LISTED ENTRIES:

BEGIN

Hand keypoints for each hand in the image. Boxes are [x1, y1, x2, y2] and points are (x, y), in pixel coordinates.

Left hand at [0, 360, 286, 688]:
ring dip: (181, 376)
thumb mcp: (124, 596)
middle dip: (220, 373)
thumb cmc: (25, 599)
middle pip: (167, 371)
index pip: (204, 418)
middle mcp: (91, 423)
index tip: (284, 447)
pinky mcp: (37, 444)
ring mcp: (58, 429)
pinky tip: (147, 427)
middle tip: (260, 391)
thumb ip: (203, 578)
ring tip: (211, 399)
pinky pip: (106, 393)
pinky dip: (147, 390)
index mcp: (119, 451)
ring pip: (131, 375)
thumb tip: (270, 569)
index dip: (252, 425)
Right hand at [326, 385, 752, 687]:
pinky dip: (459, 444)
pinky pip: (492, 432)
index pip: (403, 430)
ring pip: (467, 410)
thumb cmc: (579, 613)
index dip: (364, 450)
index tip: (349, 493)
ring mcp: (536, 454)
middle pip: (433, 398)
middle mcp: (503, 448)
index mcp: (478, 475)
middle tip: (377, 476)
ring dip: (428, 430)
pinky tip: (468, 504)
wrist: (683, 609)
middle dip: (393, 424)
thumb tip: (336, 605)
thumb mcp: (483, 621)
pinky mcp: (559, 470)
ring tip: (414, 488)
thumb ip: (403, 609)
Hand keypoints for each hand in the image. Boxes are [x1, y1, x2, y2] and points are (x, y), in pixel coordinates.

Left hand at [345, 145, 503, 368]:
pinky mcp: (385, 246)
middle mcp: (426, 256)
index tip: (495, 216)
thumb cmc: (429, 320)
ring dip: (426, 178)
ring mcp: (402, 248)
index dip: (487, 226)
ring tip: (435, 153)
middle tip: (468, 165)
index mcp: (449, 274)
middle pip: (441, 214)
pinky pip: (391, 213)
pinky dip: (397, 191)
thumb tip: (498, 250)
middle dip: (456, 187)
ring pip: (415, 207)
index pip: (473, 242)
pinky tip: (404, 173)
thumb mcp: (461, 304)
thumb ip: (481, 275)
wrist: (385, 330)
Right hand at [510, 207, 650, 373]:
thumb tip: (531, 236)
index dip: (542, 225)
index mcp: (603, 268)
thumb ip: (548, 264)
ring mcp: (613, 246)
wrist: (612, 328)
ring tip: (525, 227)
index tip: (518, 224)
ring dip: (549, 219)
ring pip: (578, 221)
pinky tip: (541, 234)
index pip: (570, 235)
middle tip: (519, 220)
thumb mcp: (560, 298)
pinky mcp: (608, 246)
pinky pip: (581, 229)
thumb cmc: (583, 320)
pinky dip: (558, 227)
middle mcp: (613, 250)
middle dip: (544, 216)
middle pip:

END

ABOUT THIS TASK:
Everything from the line with "pinky pip: (581, 229)" through the last line of the data above, please return word for word, and no other line.

TASK OUTPUT:
pinky pip: (581, 229)
thumb cmc: (583, 320)
pinky dip: (558, 227)
middle mcp: (613, 250)
middle dip: (544, 216)
middle pip:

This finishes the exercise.